The second reward function adopts a similar framework, also penalizing excessive ball velocity, but introduces additional nuances. It differentiates between successful hits that are intercepted by the opponent and those that are not, and incorporates an end-of-match condition with a proportional penalty based on the ball’s distance from the net. This refined approach enables the agent to learn the precise amount of force required for effective racket-ball interactions, supporting more accurate control and strategic decision-making during gameplay.

Action

Ok, everything is fine, but how many actions should the model take and when?

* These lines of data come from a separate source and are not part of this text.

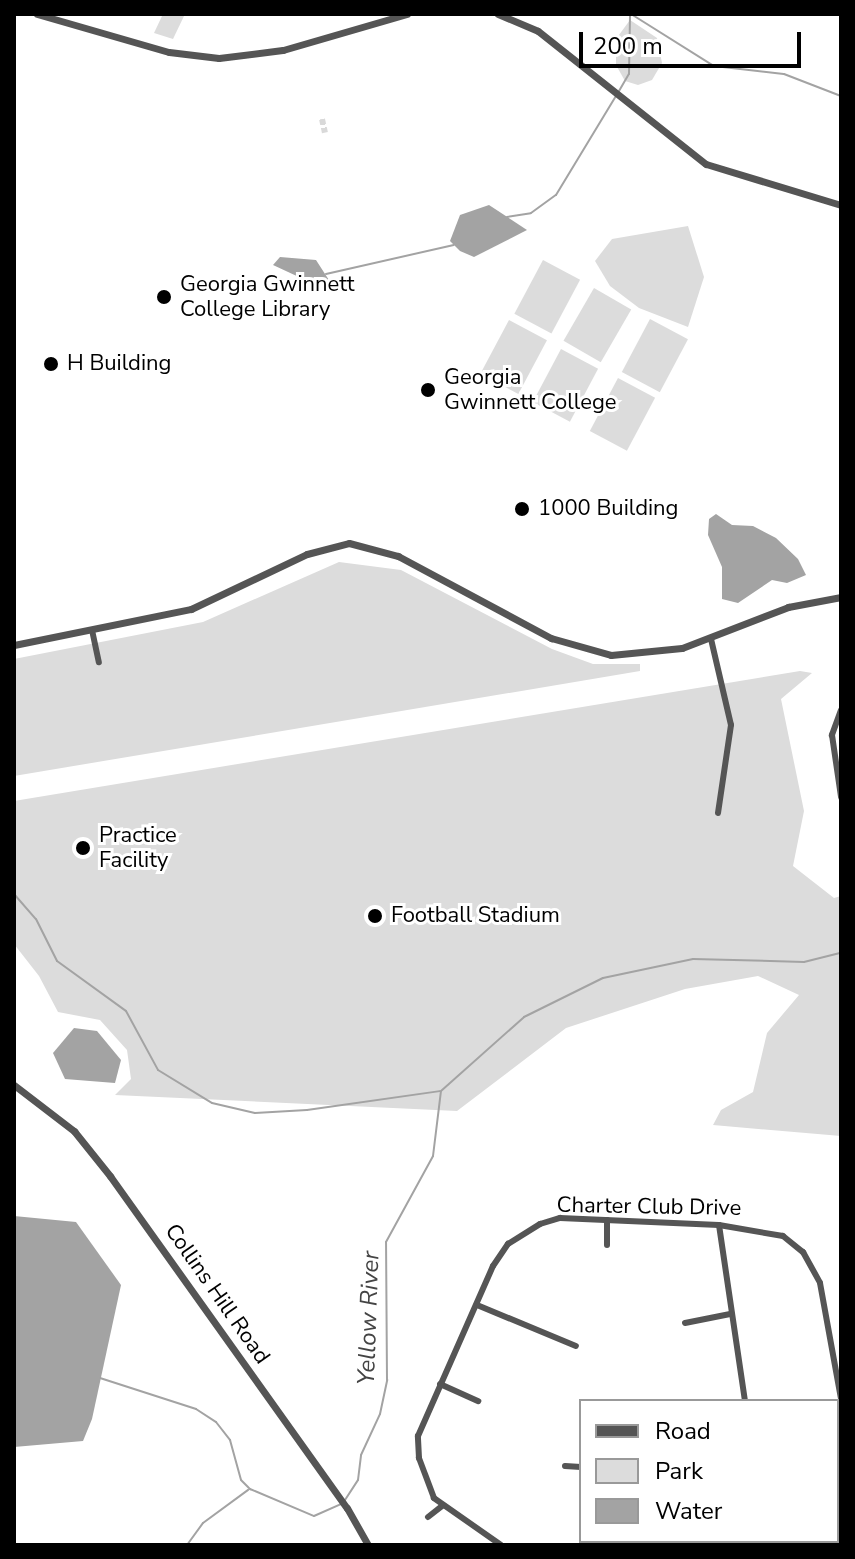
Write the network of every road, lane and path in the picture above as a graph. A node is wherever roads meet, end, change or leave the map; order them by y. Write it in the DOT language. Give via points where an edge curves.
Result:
graph roads {
  1 [pos="37,14"];
  2 [pos="407,14"];
  3 [pos="498,14"];
  4 [pos="841,205"];
  5 [pos="841,597"];
  6 [pos="92,630"];
  7 [pos="711,639"];
  8 [pos="14,645"];
  9 [pos="99,662"];
  10 [pos="841,710"];
  11 [pos="841,797"];
  12 [pos="718,813"];
  13 [pos="14,1085"];
  14 [pos="607,1220"];
  15 [pos="719,1225"];
  16 [pos="607,1245"];
  17 [pos="477,1305"];
  18 [pos="730,1314"];
  19 [pos="685,1323"];
  20 [pos="576,1346"];
  21 [pos="440,1384"];
  22 [pos="745,1399"];
  23 [pos="841,1399"];
  24 [pos="478,1401"];
  25 [pos="565,1466"];
  26 [pos="579,1467"];
  27 [pos="442,1506"];
  28 [pos="428,1517"];
  29 [pos="368,1545"];
  30 [pos="501,1545"];
  1 -- 2 [label="street" via="169,52 219,58 283,50"];
  3 -- 4 [label="street" via="538,31 706,164"];
  5 -- 7 [label="street" via="775,611"];
  6 -- 7 [label="street" via="191,609 307,554 349,543 398,556 583,650 638,655"];
  6 -- 8 [label="street"];
  6 -- 9 [label="street"];
  7 -- 12 [label="street" via="731,725"];
  10 -- 11 [label="street" via="832,735"];
  13 -- 29 [label="street, Collins Hill Road" via="59,1116 110,1176"];
  14 -- 15 [label="street, Charter Club Drive"];
  14 -- 16 [label="street"];
  14 -- 17 [label="street, Charter Club Drive" via="560,1218 528,1229 493,1266 478,1291"];
  15 -- 18 [label="street"];
  15 -- 23 [label="street, Charter Club Drive" via="783,1236 803,1252 820,1283"];
  17 -- 20 [label="street"];
  17 -- 21 [label="street, Charter Club Drive"];
  18 -- 19 [label="street"];
  18 -- 22 [label="street"];
  21 -- 24 [label="street"];
  21 -- 27 [label="street, Charter Club Drive" via="418,1436 425,1481"];
  25 -- 26 [label="street"];
  27 -- 28 [label="street"];
  27 -- 30 [label="street, Charter Club Drive"];
}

We are focused on rewarding specific actions, such as when the robot is actively engaged and not waiting for the opponent’s ball. In our model, we have determined that the robot will only take actions (one for each net) when the ball is near the arm (in the first model), and when the distance between the ball and the racket is less than a certain value (in the second model). This choice allowed us to make the robot understand, in a more explicit way, for each episode (in this case an episode corresponds to a match), what actions it had to carry out to play well.

Other improvements

We will now mention some improvements that led to faster convergence of the model and which allowed us to save considerable time on training.

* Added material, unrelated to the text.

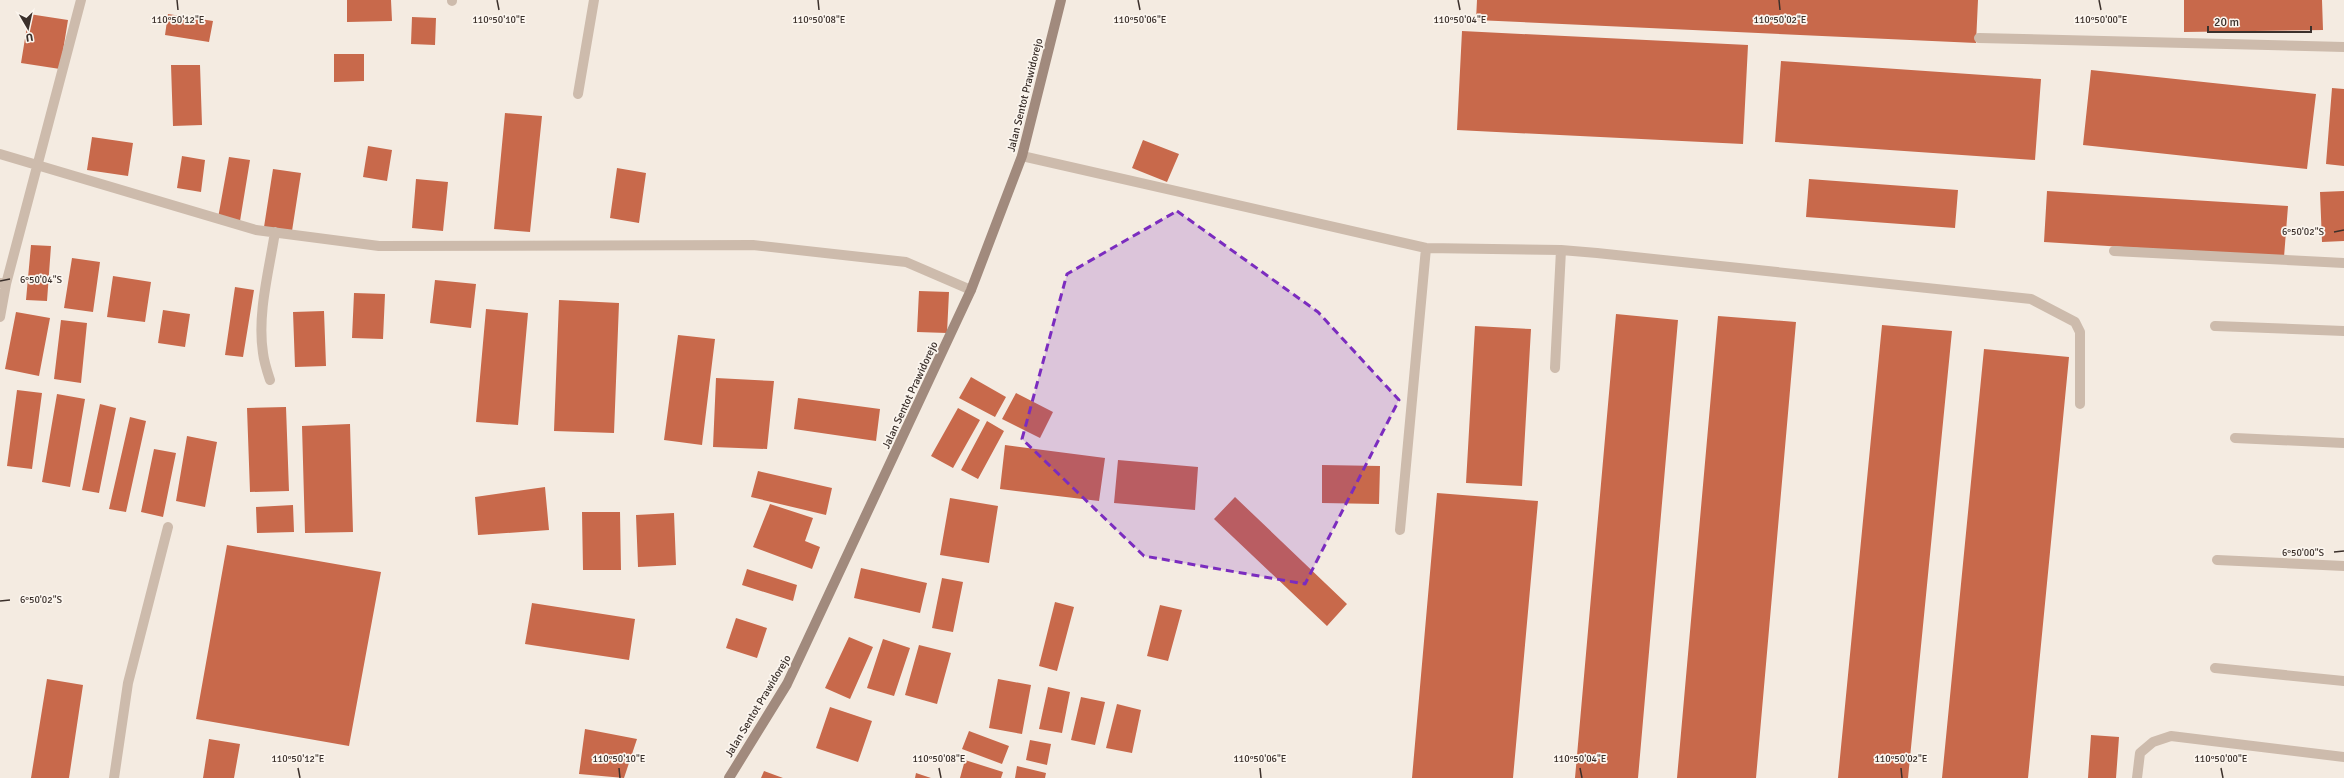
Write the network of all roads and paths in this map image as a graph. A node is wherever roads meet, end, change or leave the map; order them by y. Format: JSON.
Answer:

Trajectory prediction: controlling the ball’s trajectory enabled the robot to anticipate the ball’s path and determine the best position to maximize rewards (projectile motion was used).

Prioritized replay buffer: it is used in reinforcement learning to store and sample experiences more effectively during training. Unlike a regular replay buffer, which samples experiences uniformly at random, a prioritized replay buffer assigns a priority to each experience based on its importance.

The result

“Play Table Tennis with AI”, but what’s the final result?

In the following video, we show a match between our model and Auto Player, a deterministic model that does not have any machine learning part (a little dim, literally without even a neuron in its head) which follows the position of the ball and uses inverse kinematics to hit the ball.

Training to play table tennis with AI from scratch was not easy, especially when, after several training sessions, it kept getting stuck under the table. However, in machine learning, as in life, you cannot learn without making mistakes, and getting stuck before reaching the finish line is part of the process (it’s not an invitation to get stuck under tables).